Battle of the Sexes
by George Wolf
A fight for equality playing out inside sports arenas. Sound familiar? Battle of the Sexes isn’t just an effortlessly engaging piece of entertainment, it’s a compelling reminder that the sporting world has long been intertwined with the social and political movements of the day.
In 1973, Billie Jean King was 29 years old and the leading name in women’s tennis. Bobby Riggs was a 55 year-old former champion who missed the spotlight. As the “women’s lib” movement grew, they met for three sets of tennis that was watched by ninety million people.
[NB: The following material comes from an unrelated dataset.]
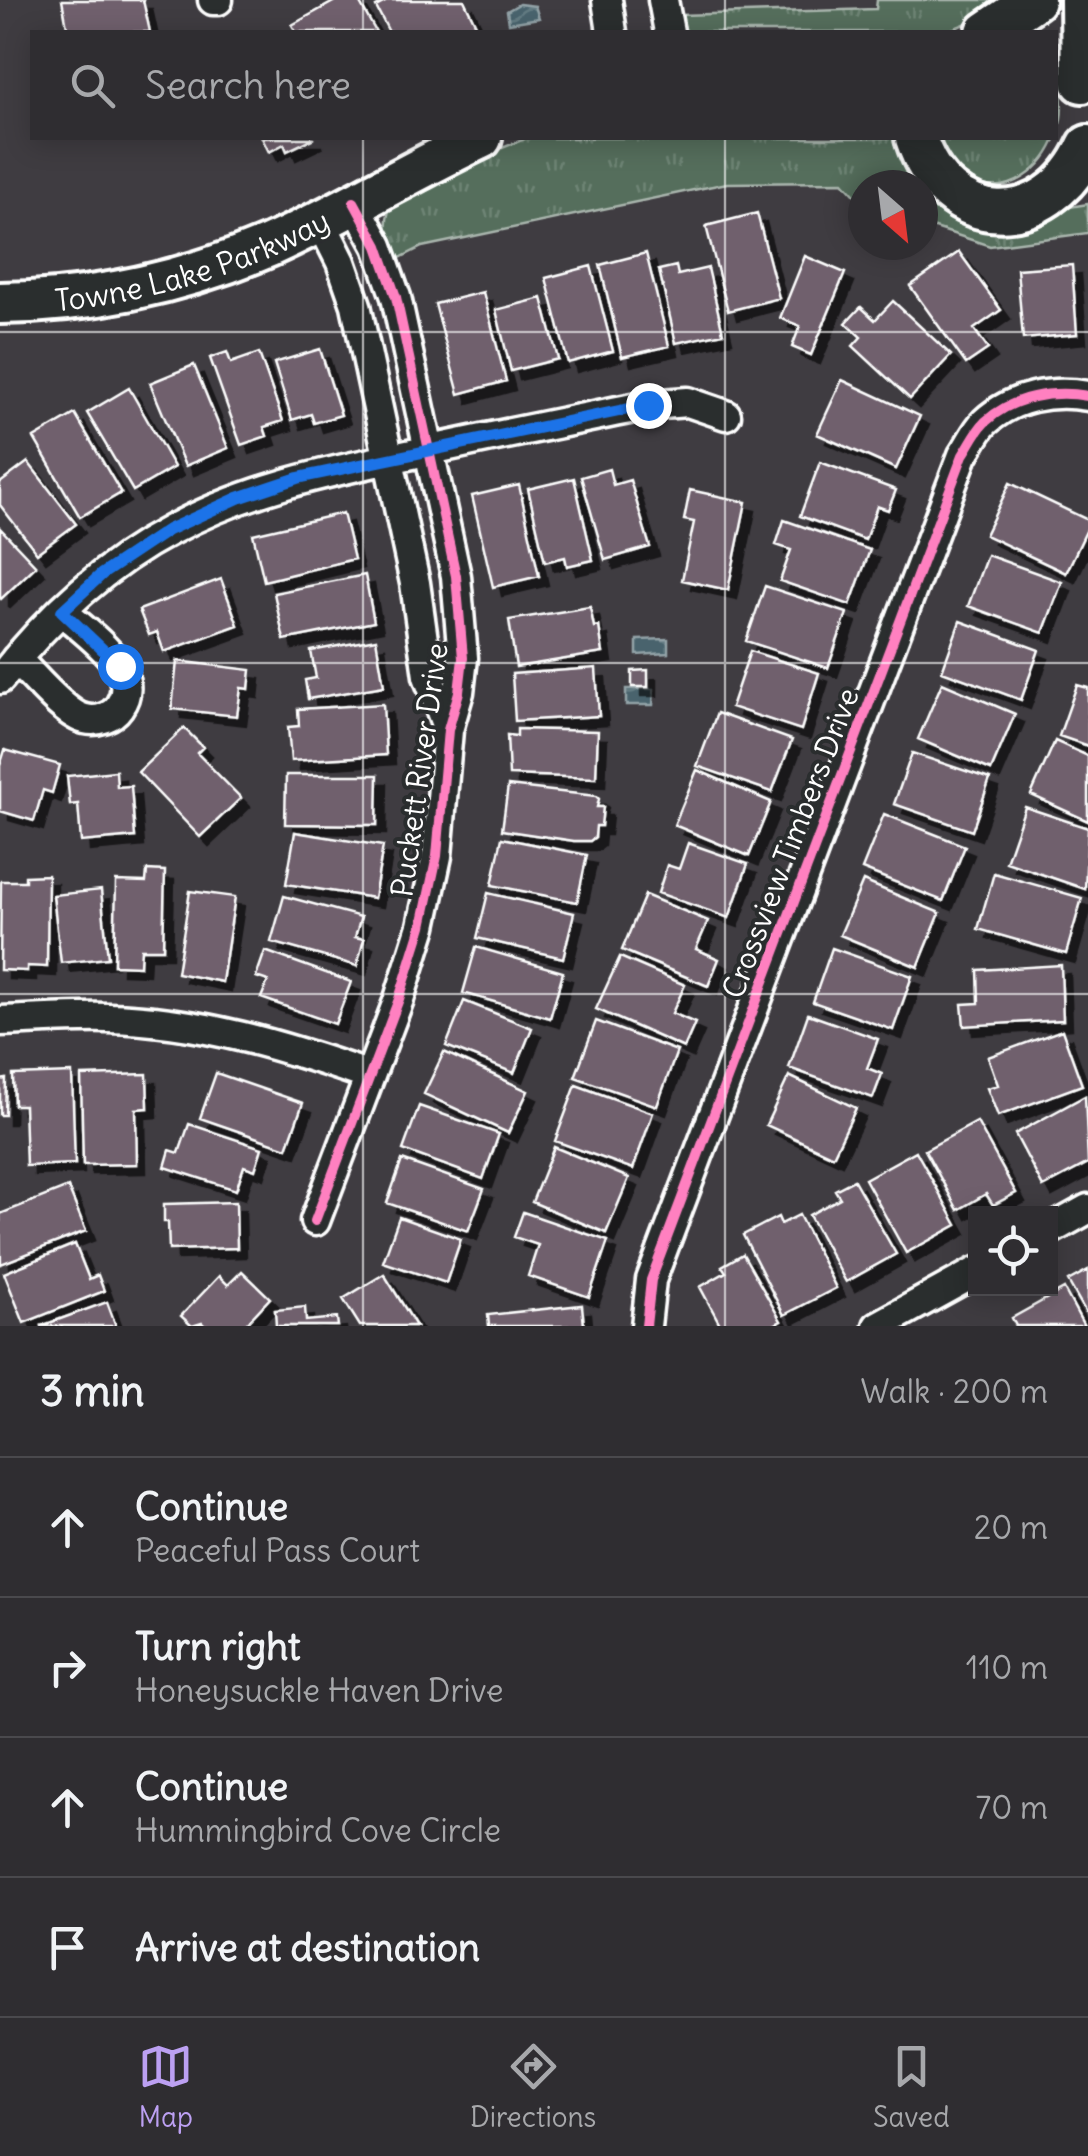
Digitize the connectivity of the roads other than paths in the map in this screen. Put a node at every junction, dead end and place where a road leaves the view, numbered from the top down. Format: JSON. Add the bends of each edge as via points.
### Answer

Directors Jonathan Dayton and Valerie Faris (Little Miss Sunshine, Ruby Sparks) choose wisely in running the soul of the film through King. Bolstered by Emma Stone’s gracefully layered performance, the film’s emotional connection comes from King’s dueling inner conflicts: the responsibility of carrying the women’s game forward and her growing attraction to the tour hairdresser (an excellent Andrea Riseborough).
A taut script from the Oscar-winning Simon Beaufoy finds marks that often speak directly to today’s “stick to sports” crowd. In one particularly biting scene, a defiant King argues for equal prize money on the women’s circuit, telling the condescending director of the tour (Bill Pullman) that he’s a constant gentleman “until we want a bit of what you’ve got.”
As he was in the actual ’73 event, Riggs is the film’s camera-loving ringmaster, a born huckster who tells a recovery group they don’t need to stop gambling – they just need to get better at it. Steve Carell nails the role, and not just because he has the look and the attitude. In the quieter moments away from the cheering crowds, Carell gives us a faded star in search of purpose, finding the authenticity that Riggs leaned on to remain endearing.
The period details are just right and, thanks to some nifty work by two athletic body doubles, so is the tennis. Faulting only with some fleeting moments of flippancy, Battle of the Sexes wins by serving up both a crowd-pleasing spectacle and the human drama than ultimately made it so much more.